Instructions to follow =>
All lines in the records below that hold "lane" are to be shown.

┌──

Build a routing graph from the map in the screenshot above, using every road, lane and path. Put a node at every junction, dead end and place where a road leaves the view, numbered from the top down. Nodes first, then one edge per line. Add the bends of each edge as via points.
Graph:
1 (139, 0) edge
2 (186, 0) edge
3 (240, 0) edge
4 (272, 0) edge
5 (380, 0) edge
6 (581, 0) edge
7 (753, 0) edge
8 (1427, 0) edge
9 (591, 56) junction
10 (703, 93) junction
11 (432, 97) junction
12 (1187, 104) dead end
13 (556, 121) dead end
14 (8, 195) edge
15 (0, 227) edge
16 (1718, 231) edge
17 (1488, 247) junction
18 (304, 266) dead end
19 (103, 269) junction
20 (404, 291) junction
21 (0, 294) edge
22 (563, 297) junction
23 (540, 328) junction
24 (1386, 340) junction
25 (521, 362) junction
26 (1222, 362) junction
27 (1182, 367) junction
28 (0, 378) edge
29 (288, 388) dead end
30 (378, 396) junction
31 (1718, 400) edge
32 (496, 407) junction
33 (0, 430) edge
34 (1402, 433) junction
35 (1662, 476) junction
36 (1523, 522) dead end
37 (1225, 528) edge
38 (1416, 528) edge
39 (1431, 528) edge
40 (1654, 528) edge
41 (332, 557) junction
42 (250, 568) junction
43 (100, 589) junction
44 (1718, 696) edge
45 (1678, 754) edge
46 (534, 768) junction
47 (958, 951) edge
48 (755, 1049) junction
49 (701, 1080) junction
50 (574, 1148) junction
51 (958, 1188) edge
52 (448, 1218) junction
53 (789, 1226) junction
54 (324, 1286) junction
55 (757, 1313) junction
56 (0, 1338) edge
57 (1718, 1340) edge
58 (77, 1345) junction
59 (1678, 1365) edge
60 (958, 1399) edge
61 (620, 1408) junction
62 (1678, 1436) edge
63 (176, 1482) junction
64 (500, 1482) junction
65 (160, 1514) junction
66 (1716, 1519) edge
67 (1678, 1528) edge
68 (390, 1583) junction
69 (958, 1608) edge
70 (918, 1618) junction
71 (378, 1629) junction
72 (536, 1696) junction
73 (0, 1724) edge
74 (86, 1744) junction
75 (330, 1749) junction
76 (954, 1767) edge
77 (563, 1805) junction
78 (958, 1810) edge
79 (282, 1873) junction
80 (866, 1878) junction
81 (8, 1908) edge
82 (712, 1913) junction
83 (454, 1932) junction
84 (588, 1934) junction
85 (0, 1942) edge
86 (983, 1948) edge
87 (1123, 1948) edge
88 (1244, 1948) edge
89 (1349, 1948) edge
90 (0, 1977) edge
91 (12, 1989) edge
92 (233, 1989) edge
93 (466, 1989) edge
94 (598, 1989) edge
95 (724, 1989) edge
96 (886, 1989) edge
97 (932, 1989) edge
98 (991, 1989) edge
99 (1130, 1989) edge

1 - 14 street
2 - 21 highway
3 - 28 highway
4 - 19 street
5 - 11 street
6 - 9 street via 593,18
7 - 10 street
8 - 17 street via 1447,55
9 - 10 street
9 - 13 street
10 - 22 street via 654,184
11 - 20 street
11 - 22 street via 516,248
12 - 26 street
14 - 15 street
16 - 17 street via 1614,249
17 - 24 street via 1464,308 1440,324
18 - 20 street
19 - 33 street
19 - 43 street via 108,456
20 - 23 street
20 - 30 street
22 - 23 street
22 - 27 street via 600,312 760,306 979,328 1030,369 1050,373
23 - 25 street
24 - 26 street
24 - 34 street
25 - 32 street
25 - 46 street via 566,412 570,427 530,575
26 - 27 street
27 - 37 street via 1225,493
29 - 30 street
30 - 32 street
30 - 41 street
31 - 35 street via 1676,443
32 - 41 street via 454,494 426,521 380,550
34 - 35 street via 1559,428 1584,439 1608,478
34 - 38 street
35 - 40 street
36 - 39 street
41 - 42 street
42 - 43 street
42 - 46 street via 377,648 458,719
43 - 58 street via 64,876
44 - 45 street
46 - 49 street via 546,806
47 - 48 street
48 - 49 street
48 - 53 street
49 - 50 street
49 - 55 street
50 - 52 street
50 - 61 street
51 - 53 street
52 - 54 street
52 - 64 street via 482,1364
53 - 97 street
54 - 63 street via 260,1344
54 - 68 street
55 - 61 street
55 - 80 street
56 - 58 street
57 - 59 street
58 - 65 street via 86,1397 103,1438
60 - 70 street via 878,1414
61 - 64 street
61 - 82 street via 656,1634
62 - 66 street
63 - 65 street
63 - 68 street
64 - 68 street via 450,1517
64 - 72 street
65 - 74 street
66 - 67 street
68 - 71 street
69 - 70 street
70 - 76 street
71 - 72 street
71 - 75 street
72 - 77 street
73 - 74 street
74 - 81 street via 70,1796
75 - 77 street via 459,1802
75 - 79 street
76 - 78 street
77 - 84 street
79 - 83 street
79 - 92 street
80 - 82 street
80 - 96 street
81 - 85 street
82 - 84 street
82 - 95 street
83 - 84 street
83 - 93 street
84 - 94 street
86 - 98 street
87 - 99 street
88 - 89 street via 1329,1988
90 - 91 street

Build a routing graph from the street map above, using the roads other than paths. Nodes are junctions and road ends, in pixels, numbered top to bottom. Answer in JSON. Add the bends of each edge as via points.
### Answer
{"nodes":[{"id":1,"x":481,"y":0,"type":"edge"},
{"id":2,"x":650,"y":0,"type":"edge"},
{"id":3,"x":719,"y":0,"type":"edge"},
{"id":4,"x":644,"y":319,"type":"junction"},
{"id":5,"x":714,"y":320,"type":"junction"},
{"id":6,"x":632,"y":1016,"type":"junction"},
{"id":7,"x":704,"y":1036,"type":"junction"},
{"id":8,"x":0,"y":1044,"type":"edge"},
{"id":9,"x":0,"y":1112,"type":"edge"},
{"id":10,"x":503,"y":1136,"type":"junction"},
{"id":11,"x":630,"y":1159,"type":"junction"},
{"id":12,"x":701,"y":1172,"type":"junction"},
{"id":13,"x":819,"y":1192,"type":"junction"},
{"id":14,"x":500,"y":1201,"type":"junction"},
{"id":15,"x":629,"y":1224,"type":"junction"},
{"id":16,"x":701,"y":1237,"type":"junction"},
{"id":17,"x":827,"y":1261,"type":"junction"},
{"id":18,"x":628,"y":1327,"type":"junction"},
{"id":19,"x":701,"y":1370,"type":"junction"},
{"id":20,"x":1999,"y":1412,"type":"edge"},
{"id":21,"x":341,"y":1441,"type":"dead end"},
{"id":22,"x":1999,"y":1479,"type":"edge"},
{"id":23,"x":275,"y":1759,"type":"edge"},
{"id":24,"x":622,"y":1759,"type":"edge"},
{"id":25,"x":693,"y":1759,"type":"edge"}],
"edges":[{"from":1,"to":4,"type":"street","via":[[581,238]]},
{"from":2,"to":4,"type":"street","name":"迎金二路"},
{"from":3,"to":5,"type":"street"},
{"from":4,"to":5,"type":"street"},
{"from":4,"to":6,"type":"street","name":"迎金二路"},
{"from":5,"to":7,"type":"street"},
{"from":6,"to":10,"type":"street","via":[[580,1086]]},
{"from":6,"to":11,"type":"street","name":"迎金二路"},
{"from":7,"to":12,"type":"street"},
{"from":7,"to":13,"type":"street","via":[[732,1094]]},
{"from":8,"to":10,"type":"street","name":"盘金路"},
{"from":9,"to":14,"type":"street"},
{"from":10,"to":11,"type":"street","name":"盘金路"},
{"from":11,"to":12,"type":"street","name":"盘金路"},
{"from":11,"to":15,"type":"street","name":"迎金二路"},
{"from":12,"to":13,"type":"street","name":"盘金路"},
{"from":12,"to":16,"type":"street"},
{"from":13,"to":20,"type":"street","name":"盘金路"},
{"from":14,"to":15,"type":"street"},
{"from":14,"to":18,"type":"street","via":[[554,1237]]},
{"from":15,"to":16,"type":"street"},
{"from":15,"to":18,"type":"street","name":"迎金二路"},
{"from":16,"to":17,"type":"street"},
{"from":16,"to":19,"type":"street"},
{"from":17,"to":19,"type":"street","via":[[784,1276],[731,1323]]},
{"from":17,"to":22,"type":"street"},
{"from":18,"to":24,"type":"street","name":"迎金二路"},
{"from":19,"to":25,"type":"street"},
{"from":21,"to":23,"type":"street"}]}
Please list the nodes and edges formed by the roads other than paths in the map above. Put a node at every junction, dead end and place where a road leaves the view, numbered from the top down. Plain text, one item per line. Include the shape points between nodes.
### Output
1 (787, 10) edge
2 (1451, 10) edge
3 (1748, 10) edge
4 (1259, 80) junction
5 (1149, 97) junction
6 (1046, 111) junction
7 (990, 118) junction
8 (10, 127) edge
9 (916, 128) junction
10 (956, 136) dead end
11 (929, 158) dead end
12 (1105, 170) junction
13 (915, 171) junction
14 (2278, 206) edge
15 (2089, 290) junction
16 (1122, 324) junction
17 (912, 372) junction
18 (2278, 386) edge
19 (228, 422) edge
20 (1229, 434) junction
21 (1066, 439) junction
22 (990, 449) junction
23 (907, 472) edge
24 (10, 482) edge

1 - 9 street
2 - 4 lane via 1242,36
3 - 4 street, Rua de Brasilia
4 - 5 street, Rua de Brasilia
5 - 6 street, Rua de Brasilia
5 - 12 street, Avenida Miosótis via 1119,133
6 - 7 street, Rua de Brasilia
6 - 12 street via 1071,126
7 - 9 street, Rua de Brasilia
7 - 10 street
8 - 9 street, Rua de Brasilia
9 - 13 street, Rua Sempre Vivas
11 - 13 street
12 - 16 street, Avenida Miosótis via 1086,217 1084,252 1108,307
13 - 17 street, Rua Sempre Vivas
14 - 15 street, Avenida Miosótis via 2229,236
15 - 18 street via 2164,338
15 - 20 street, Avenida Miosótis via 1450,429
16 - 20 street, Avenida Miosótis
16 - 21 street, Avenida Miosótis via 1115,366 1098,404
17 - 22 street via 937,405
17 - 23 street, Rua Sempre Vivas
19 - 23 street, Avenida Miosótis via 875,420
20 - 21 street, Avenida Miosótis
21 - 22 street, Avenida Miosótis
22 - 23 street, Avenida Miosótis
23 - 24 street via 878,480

└──

Task answer =>
Build a routing graph from the map in the screenshot above, using every road, lane and path. Put a node at every junction, dead end and place where a road leaves the view, numbered from the top down. Nodes first, then one edge per line. Add the bends of each edge as via points.
2 - 4 lane via 1242,36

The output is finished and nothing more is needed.